Look over the listing below and work out how many lines have the word "paths". Write only that number.
───
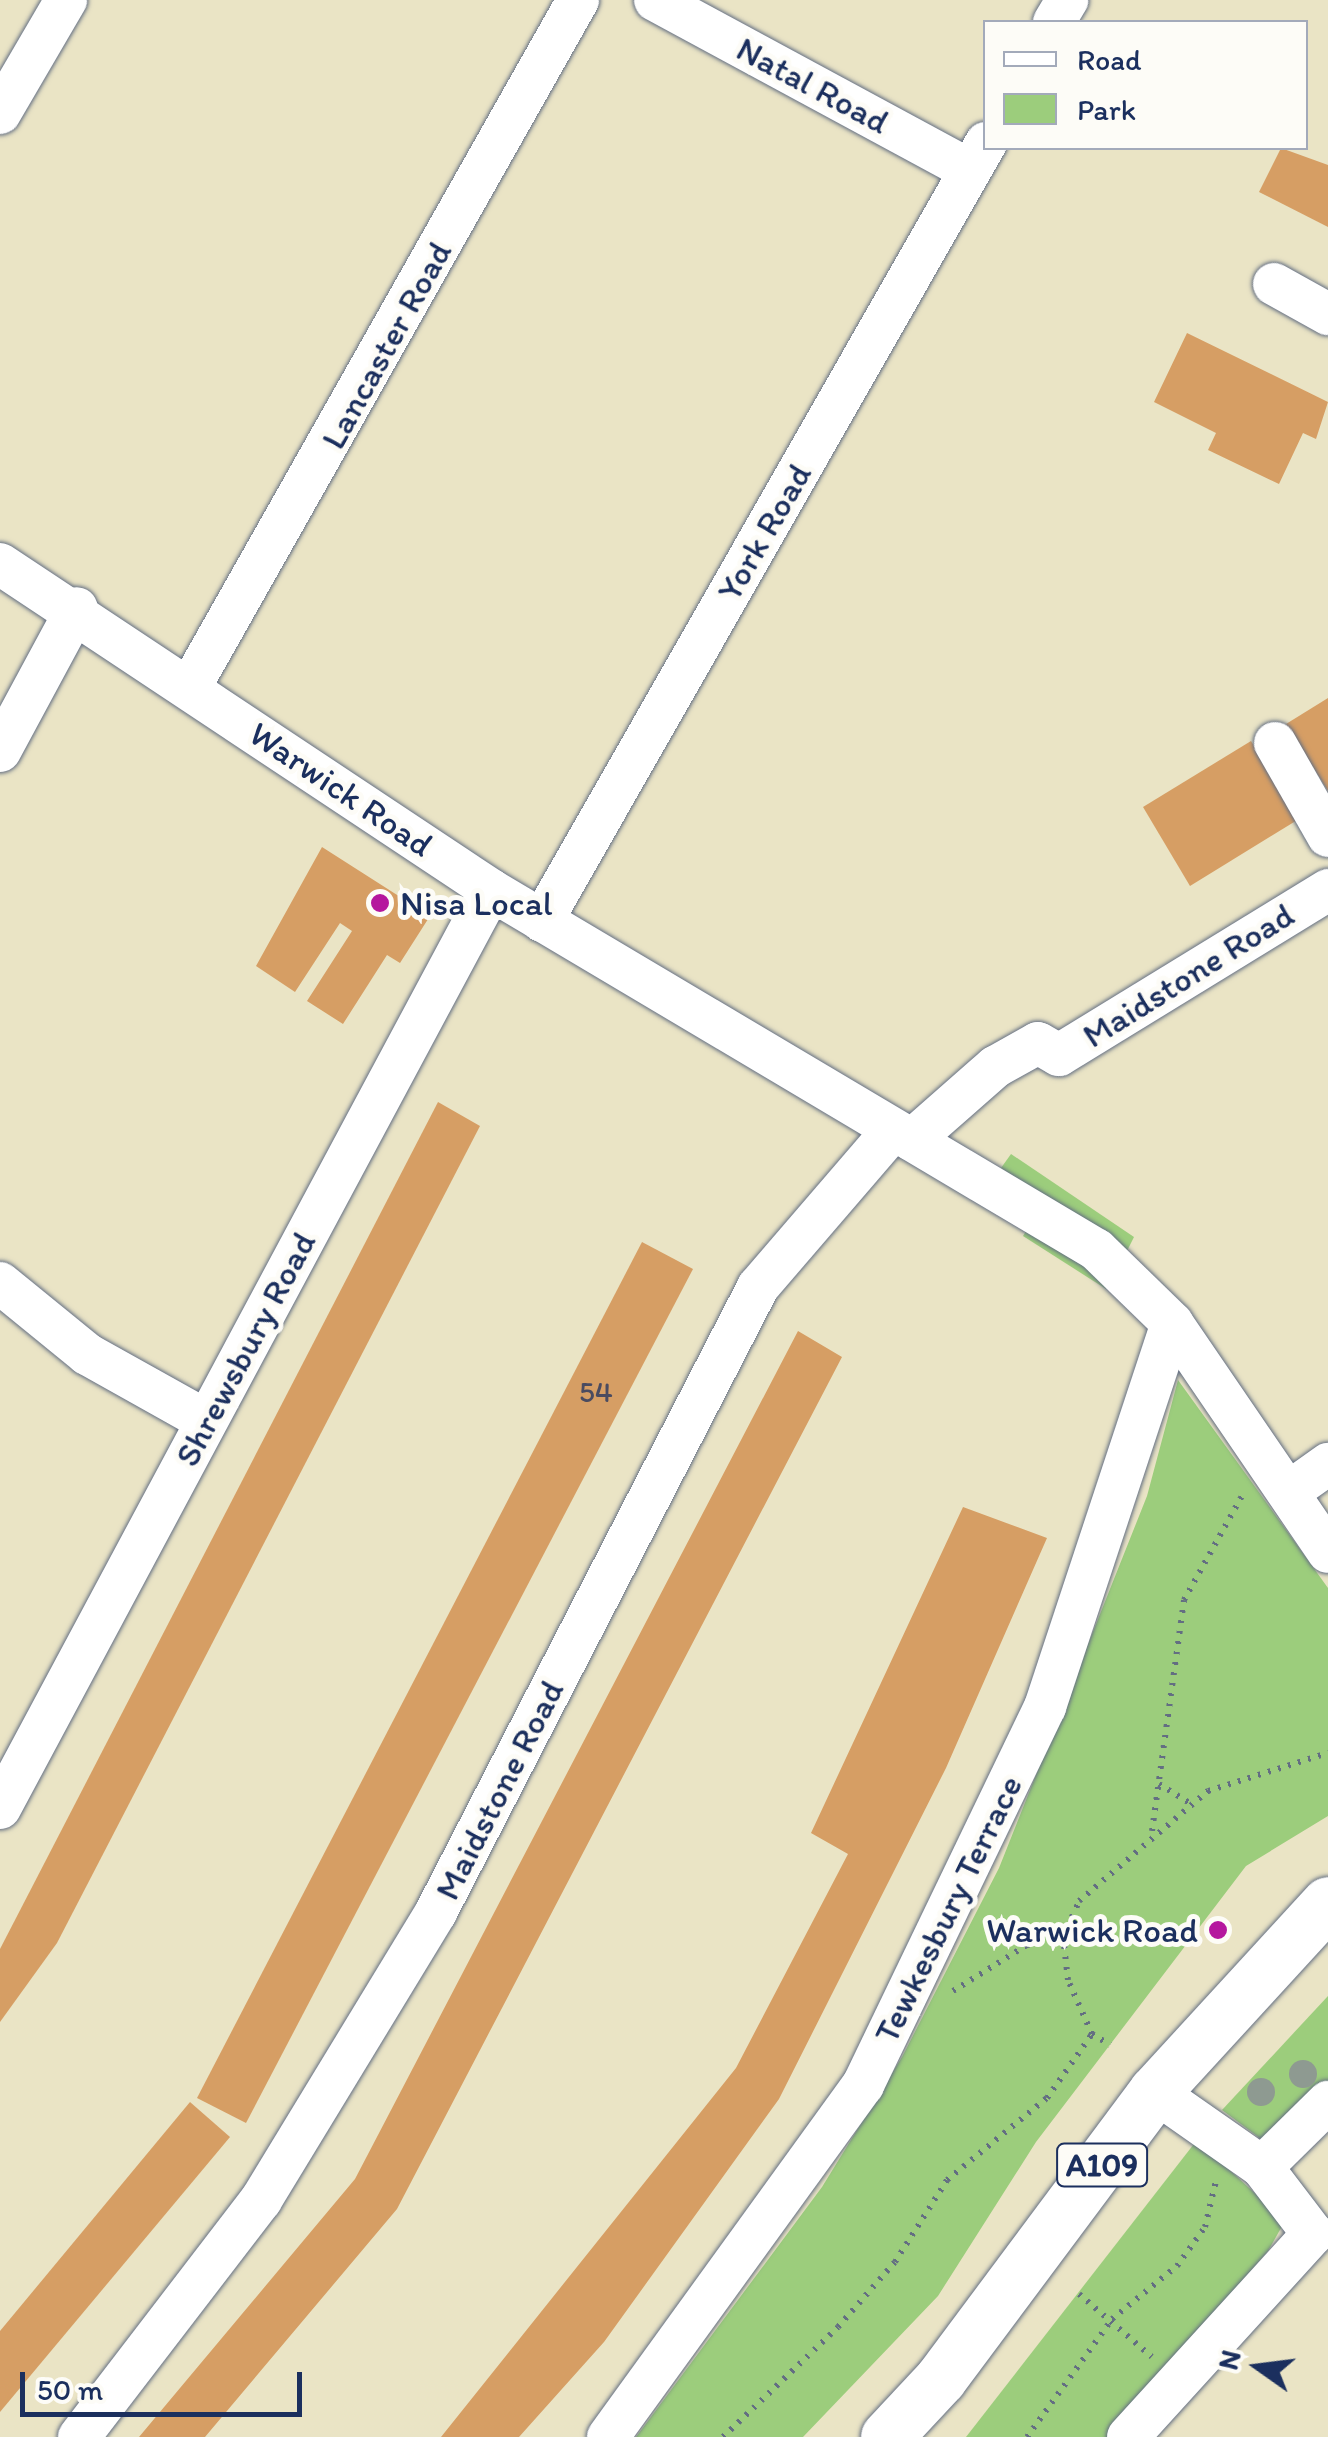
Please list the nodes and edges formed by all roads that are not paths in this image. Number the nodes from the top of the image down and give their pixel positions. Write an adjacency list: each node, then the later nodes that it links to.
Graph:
1 (66, 0): 4 (street)
2 (578, 0): 10 (street, Lancaster Road)
3 (655, 0): 5 (street, Natal Road)
4 (0, 113)
5 (978, 156): 16 (street, York Road)
6 (1274, 284): 7 (street)
7 (1328, 314)
8 (0, 564): 9 (street, Warwick Road)
9 (77, 608): 10 (street, Warwick Road); 12 (street)
10 (190, 687): 14 (street, Warwick Road)
11 (1275, 743): 13 (street)
12 (0, 751)
13 (1328, 836)
14 (491, 890): 16 (street, Warwick Road); 20 (street, Shrewsbury Road)
15 (1328, 890): 17 (street, Maidstone Road)
16 (542, 921): 17 (street, Warwick Road)
17 (902, 1135): 19 (street, Warwick Road); 29 (street, Maidstone Road)
18 (0, 1283): 20 (street)
19 (1172, 1323): 22 (street); 30 (street, Tewkesbury Terrace)
20 (205, 1420): 24 (street, Shrewsbury Road)
21 (1328, 1464): 22 (street)
22 (1272, 1484): 23 (street)
23 (1328, 1552)
24 (0, 1808)
25 (1328, 1903): 26 (main road, A109)
26 (1154, 2092): 28 (street); 31 (main road, A109)
27 (1328, 2102): 28 (street)
28 (1262, 2167): 32 (street)
29 (80, 2437)
30 (608, 2437)
31 (887, 2437)
32 (1128, 2437)

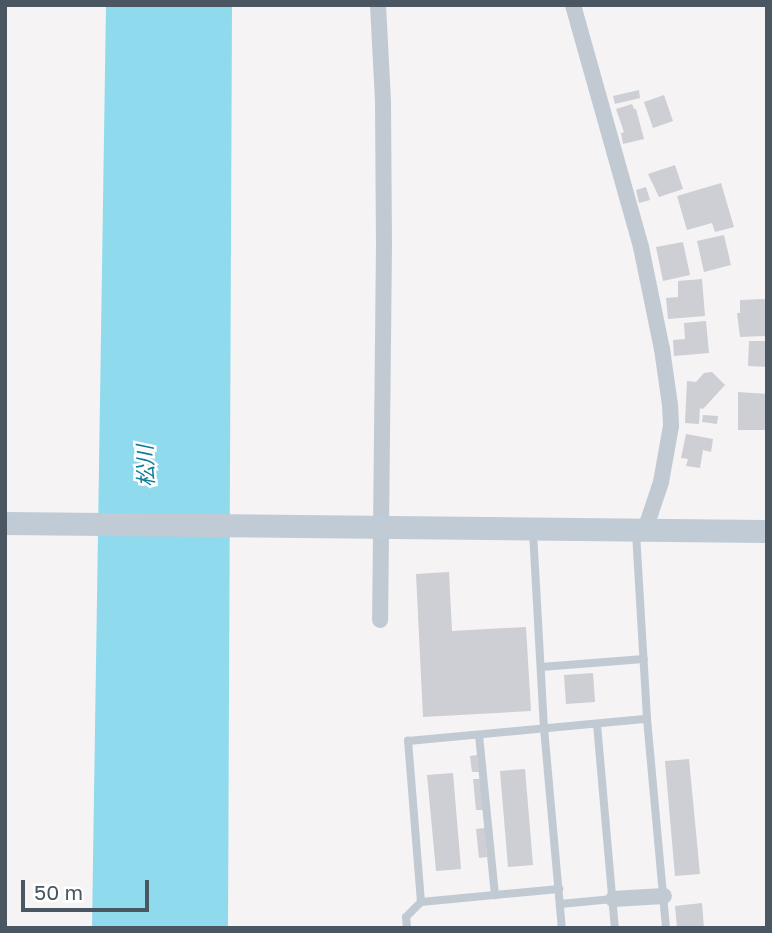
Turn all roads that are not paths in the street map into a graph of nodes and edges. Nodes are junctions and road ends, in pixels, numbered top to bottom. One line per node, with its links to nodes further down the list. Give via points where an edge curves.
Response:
1 (378, 5): 4 (street, via 384,220)
2 (573, 5): 6 (street, via 641,247 665,372 671,426 661,482)
3 (5, 523): 4 (street)
4 (374, 526): 5 (street); 8 (street)
5 (533, 529): 6 (street); 10 (lane)
6 (640, 530): 7 (street); 9 (lane)
7 (767, 531)
8 (380, 620)
9 (644, 659): 10 (lane); 11 (lane)
10 (541, 667): 13 (lane)
11 (647, 719): 12 (lane); 17 (lane)
12 (597, 724): 13 (lane); 18 (lane)
13 (544, 728): 14 (lane); 15 (lane)
14 (480, 735): 16 (lane); 19 (lane, via 408,741)
15 (559, 889): 16 (lane); 20 (lane)
16 (495, 895): 19 (lane)
17 (664, 896): 18 (street); 24 (lane)
18 (613, 899): 20 (lane); 23 (lane)
19 (421, 902): 21 (lane, via 406,917)
20 (560, 904): 22 (lane)
21 (407, 928)
22 (562, 928)
23 (615, 928)
24 (666, 928)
───
■ Response to this exercise ■
2